The general trend seems to be that when network authentication is required,
most libraries choose to create a local guest account (or a guest account on
a domain administered by the library), which is available on all
workstations. This account is usually restricted in some way, though the
limits vary from fairly modest (an hour time limit) to extraordinarily
strict (OPAC access only).

To me, the most surprising detail to emerge was in how libraries are
managing access to these guest accounts. On this list and others, the
preferred method of management seems to be having librarians log guests in
and/or out of public workstations. This seems awfully cumbersome and
distracting from the real business of librarianship -- but maybe it doesn't
come up as often as I'm anticipating it will at Simmons.

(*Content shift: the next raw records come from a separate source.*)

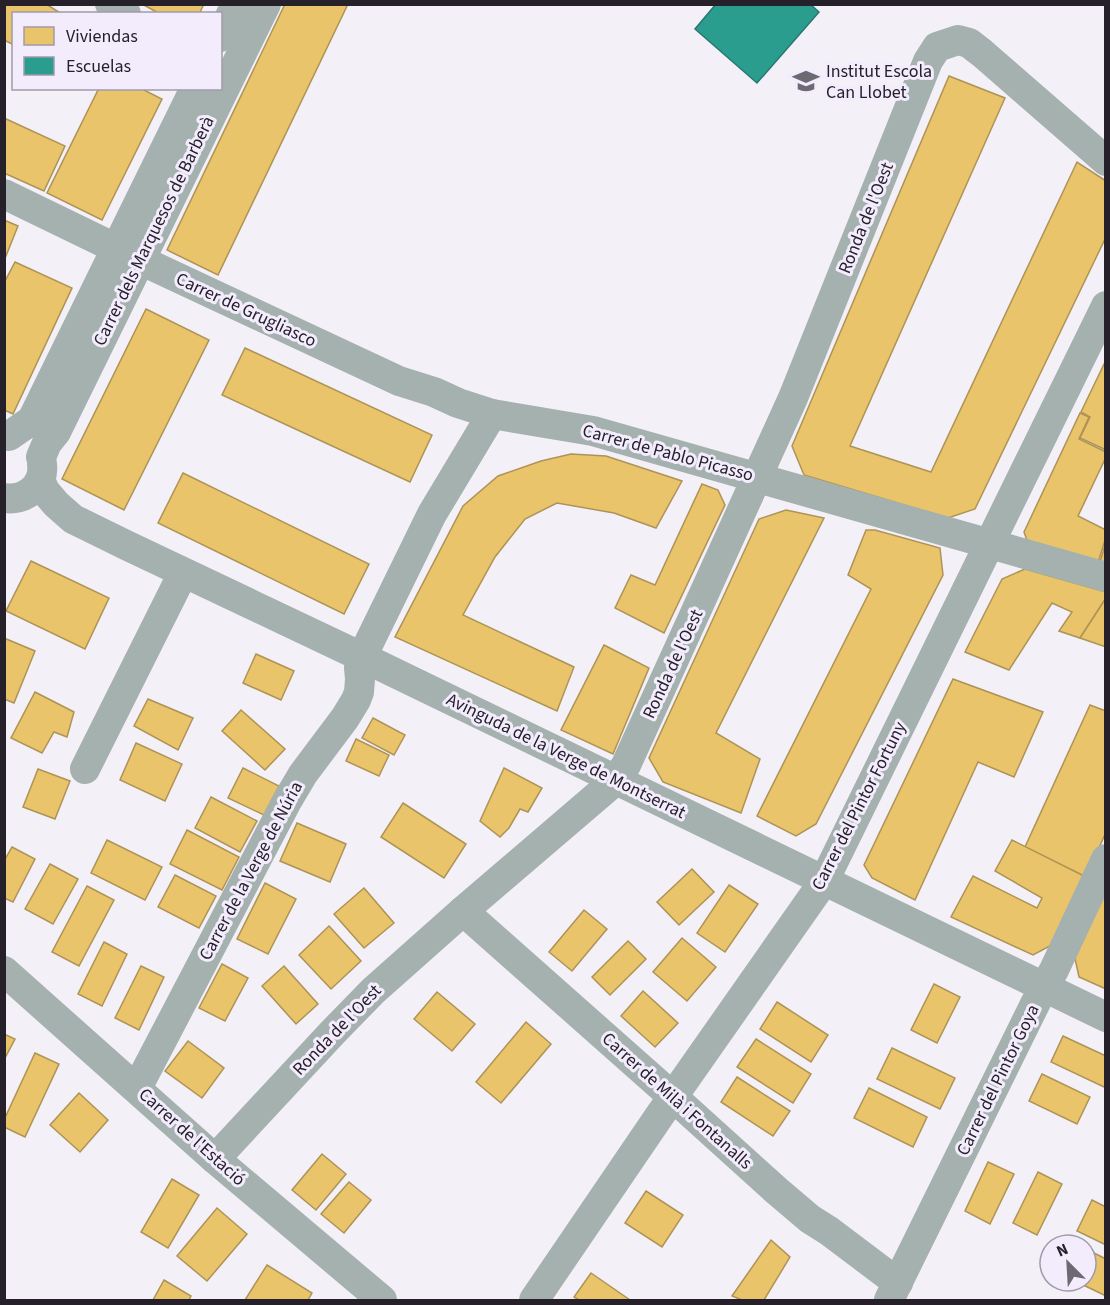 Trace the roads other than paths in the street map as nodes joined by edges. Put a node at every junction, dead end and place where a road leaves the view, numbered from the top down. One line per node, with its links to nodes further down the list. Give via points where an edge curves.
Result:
1 (110, 4): 4 (street)
2 (236, 4): 5 (street)
3 (266, 4): 6 (street, Carrer dels Marquesos de Barberà)
4 (123, 12)
5 (222, 33)
6 (226, 71)
7 (194, 90): 11 (street, Carrer dels Marquesos de Barberà)
8 (216, 90): 11 (street, Carrer dels Marquesos de Barberà)
9 (1106, 161): 16 (street, Ronda de l'Oest, via 969,43 958,40 937,47)
10 (4, 194): 11 (street, Carrer de Grugliasco)
11 (128, 254): 13 (street, Carrer de Grugliasco, via 399,381); 14 (street, Carrer dels Marquesos de Barberà, via 32,420); 15 (street, Carrer dels Marquesos de Barberà, via 61,421 47,443)
12 (1106, 306): 18 (street, Carrer del Pintor Fortuny)
13 (492, 414): 16 (street, Carrer de Pablo Picasso, via 593,431); 21 (street, via 432,514)
14 (7, 437): 15 (street, Avinguda de la Verge de Montserrat, via 20,438 36,447)
15 (41, 468): 17 (street, via 34,489); 19 (street, Avinguda de la Verge de Montserrat, via 45,491 73,519)
16 (758, 478): 18 (street, Carrer de Pablo Picasso); 23 (street, Ronda de l'Oest, via 626,765)
17 (7, 504)
18 (989, 543): 20 (street, Carrer de Pablo Picasso); 25 (street, Carrer del Pintor Fortuny)
19 (183, 573): 21 (street, Avinguda de la Verge de Montserrat); 22 (street)
20 (1106, 577)
21 (362, 657): 23 (street, Avinguda de la Verge de Montserrat); 30 (street, Carrer de la Verge de Núria, via 356,700 287,801)
22 (86, 769)
23 (615, 780): 25 (street, Avinguda de la Verge de Montserrat); 26 (street, Ronda de l'Oest)
24 (1106, 859): 28 (street, Carrer del Pintor Goya)
25 (824, 881): 28 (street, Avinguda de la Verge de Montserrat); 31 (street, Carrer del Pintor Fortuny)
26 (463, 911): 31 (street, Carrer de Milà i Fontanalls); 32 (street, Ronda de l'Oest, via 373,991)
27 (4, 971): 30 (street, Carrer de l'Estació)
28 (1044, 988): 29 (street, Avinguda de la Verge de Montserrat); 33 (street, Carrer del Pintor Goya)
29 (1106, 1017)
30 (137, 1088): 32 (street, Carrer de l'Estació)
31 (673, 1097): 33 (street, Carrer de Milà i Fontanalls, via 777,1191 829,1231); 35 (street, Carrer del Pintor Fortuny)
32 (215, 1159): 34 (street, Carrer de l'Estació)
33 (893, 1292)
34 (382, 1300)
35 (534, 1300) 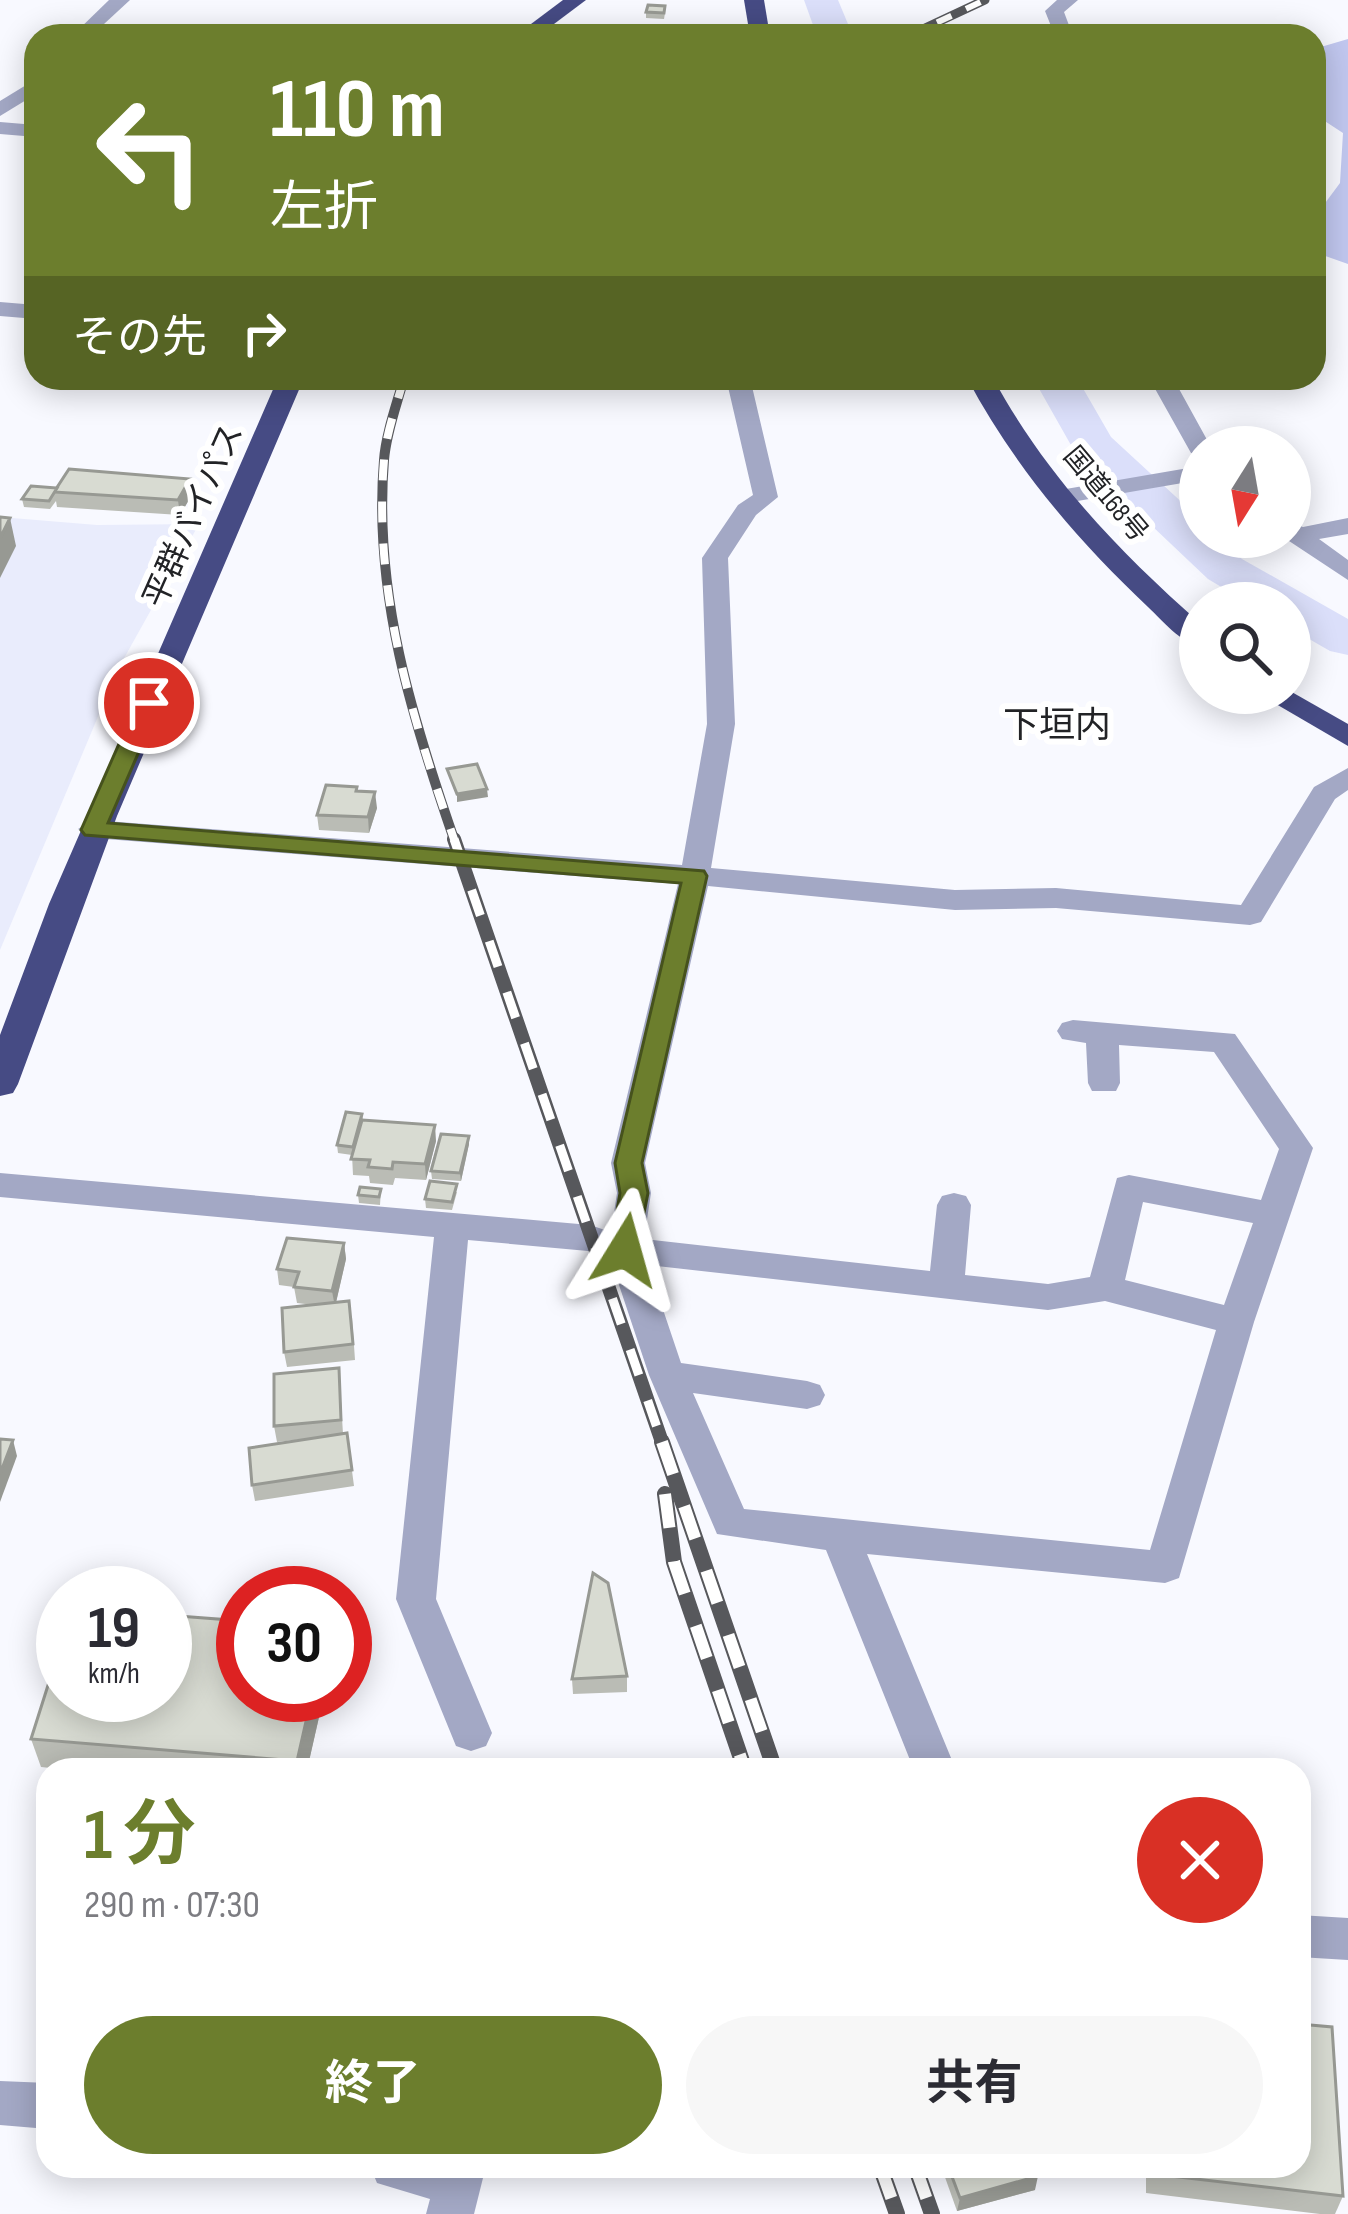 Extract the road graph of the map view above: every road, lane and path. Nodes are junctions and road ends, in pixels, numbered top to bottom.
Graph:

\-/-\-/-\-/-\-/-\-/-\-/-\-/-\-/-\-/-\-/-\-/-\-/

   Scot Capehart
   Systems Librarian
   Simmons College Libraries

   scot.capehart@xxxxxxxxxx
   Phone 617.521.2755
   Fax 617.521.3093

/-\-/-\-/-\-/-\-/-\-/-\-/-\-/-\-/-\-/-\-/-\-/-\

THE QUESTION
"Our college is moving toward a security model that requires all users to
login to public workstations for any use. Our libraries, however, have
reciprocal use agreements with area colleges and those students will not
have accounts here.

"If your institution requires network authentication (for example, via LDAP)
for all computer use, how do you handle guest use? Do you assign a temporary
username and password to the guest? Do you have a local guest account on
public workstations? How are matters of security vs. access addressed?"

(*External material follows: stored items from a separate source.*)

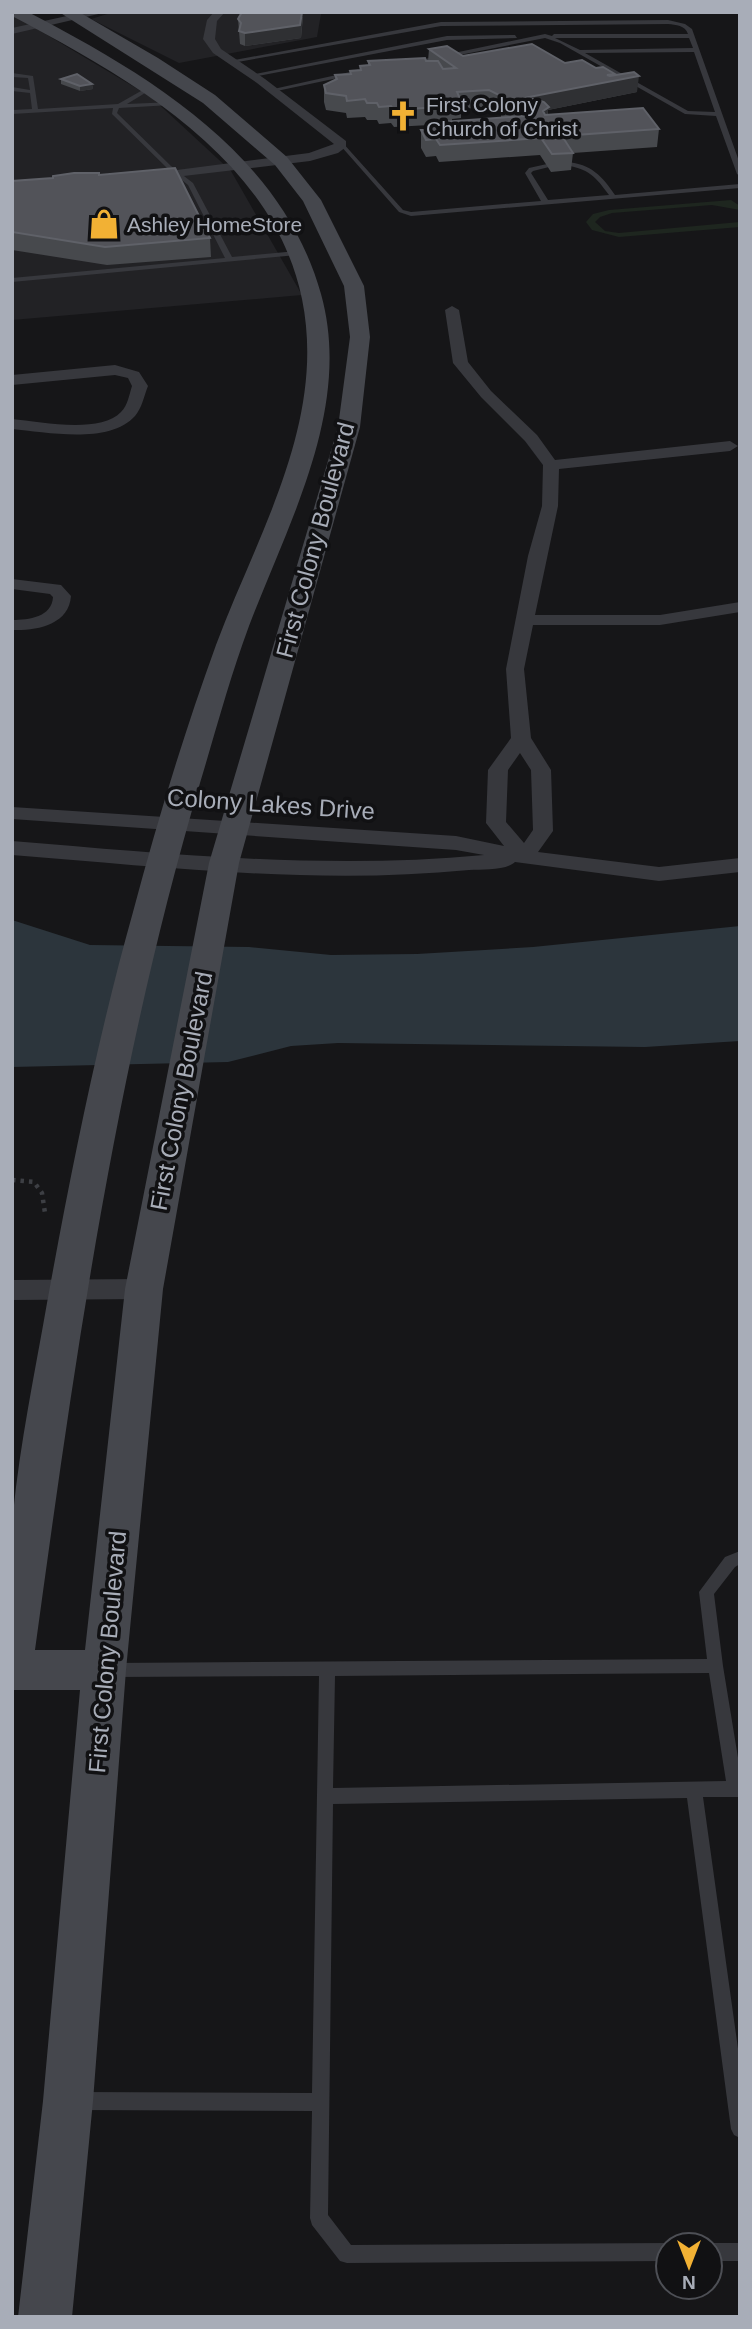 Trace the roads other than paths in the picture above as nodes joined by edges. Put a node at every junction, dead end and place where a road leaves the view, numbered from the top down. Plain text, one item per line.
1 (16, 12) edge
2 (102, 12) edge
3 (220, 12) edge
4 (72, 15) edge
5 (41, 25) junction
6 (12, 31) edge
7 (545, 36) junction
8 (691, 36) junction
9 (460, 37) junction
10 (475, 50) junction
11 (696, 50) junction
12 (578, 51) junction
13 (232, 61) junction
14 (394, 66) edge
15 (354, 74) edge
16 (12, 75) edge
17 (253, 75) junction
18 (12, 89) edge
19 (148, 89) junction
20 (272, 90) junction
21 (33, 92) junction
22 (171, 103) junction
23 (116, 108) junction
24 (36, 111) junction
25 (12, 112) edge
26 (719, 114) junction
27 (342, 144) junction
28 (281, 161) junction
29 (568, 164) edge
30 (240, 166) junction
31 (547, 166) edge
32 (740, 174) edge
33 (179, 175) junction
34 (137, 179) edge
35 (740, 186) edge
36 (614, 198) junction
37 (546, 204) junction
38 (336, 247) junction
39 (297, 253) junction
40 (230, 260) junction
41 (12, 280) edge
42 (452, 310) dead end
43 (12, 380) edge
44 (12, 424) edge
45 (730, 446) dead end
46 (551, 465) junction
47 (267, 550) junction
48 (315, 553) junction
49 (12, 584) edge
50 (740, 607) edge
51 (524, 620) junction
52 (12, 625) edge
53 (521, 737) junction
54 (12, 813) edge
55 (173, 824) junction
56 (232, 828) junction
57 (12, 848) edge
58 (524, 858) junction
59 (161, 860) junction
60 (224, 863) junction
61 (740, 865) edge
62 (144, 1289) junction
63 (12, 1290) edge
64 (67, 1290) junction
65 (740, 1557) edge
66 (12, 1662) edge
67 (715, 1666) junction
68 (327, 1669) junction
69 (12, 1670) edge
70 (104, 1670) junction
71 (737, 1789) edge
72 (694, 1791) junction
73 (325, 1796) junction
74 (68, 2101) junction
75 (321, 2102) junction
76 (740, 2129) edge
77 (654, 2252) edge
78 (46, 2317) edge

1 - 5 main road, First Colony Boulevard
2 - 4 street
3 - 13 street
4 - 5 street
4 - 28 main road, First Colony Boulevard
5 - 6 street
5 - 19 main road, First Colony Boulevard
7 - 8 lane
7 - 9 lane
7 - 10 lane
7 - 12 lane
8 - 11 lane
8 - 13 lane
9 - 10 lane
9 - 17 lane
10 - 14 lane
11 - 12 lane
11 - 26 lane
12 - 26 lane
13 - 17 street
15 - 20 lane
16 - 21 lane
17 - 20 street
18 - 21 lane
19 - 22 main road, First Colony Boulevard
19 - 23 lane
20 - 27 street
21 - 24 lane
22 - 23 lane
22 - 30 main road, First Colony Boulevard
23 - 24 lane
23 - 33 lane
24 - 25 lane
26 - 32 lane
27 - 28 street
27 - 37 lane
28 - 30 street
28 - 38 main road, First Colony Boulevard
29 - 36 lane
30 - 33 street
30 - 39 main road, First Colony Boulevard
31 - 37 lane
33 - 34 street
33 - 40 lane
35 - 36 lane
36 - 37 lane
38 - 39 main road
38 - 48 main road, First Colony Boulevard
39 - 40 lane
39 - 47 main road, First Colony Boulevard
40 - 41 lane
42 - 46 street
43 - 44 street
45 - 46 street
46 - 51 street
47 - 48 main road
47 - 55 main road, First Colony Boulevard
48 - 56 main road, First Colony Boulevard
49 - 52 street
50 - 51 street
51 - 53 street
53 - 58 street
53 - 58 street
54 - 55 street, Colony Lakes Drive
55 - 56 street, Colony Lakes Drive
55 - 59 main road, First Colony Boulevard
56 - 58 street, Colony Lakes Drive
56 - 60 main road, First Colony Boulevard
57 - 59 street, Colony Lakes Drive
58 - 60 street, Colony Lakes Drive
58 - 61 street, Colony Lakes Drive
59 - 60 street, Colony Lakes Drive
59 - 64 main road, First Colony Boulevard
60 - 62 main road, First Colony Boulevard
62 - 64 street
62 - 70 main road, First Colony Boulevard
63 - 64 street
64 - 66 main road, First Colony Boulevard
65 - 67 lane
67 - 68 lane
67 - 71 lane
68 - 70 lane
68 - 73 lane
69 - 70 main road
70 - 74 main road, First Colony Boulevard
71 - 72 lane
72 - 73 lane
72 - 76 lane
73 - 75 lane
74 - 75 lane
74 - 78 main road, First Colony Boulevard
75 - 77 lane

REQUIRES SUCCESSFUL NETWORK AUTHENTICATION TO USE A COMPUTER
Considering		3	21%
Not required	1	7%
Required		10	71%

AVAILABILITY OF LOCAL GUEST ACCOUNT ON PUBLIC WORKSTATIONS
On all workstations	10	71%
On some workstations	1	7%
No response			3	21%

GUEST ACCOUNT MANAGEMENT STRATEGIES MENTIONED
1	Generates user accounts on-the-fly.
2	Workstations always logged in with guest account.
2	Guest Username/Password posted by or on workstation.
2	Login printed on circulating card or temporary ID.
4	Librarians physically log users on and/or off.
2	Users must sign agreement to abide by access restrictions.

GUEST ACCOUNT LIMITATIONS/PERMISSIONS IN USE
2	Limited to the library catalog.
1	Limited to the Web.
3	No guest printing.
1	May only save files to a special folder if at all.
1	Websites limited to pre-selected resources or approved domain types.
2	Allows limited number of login sessions per semester or time period.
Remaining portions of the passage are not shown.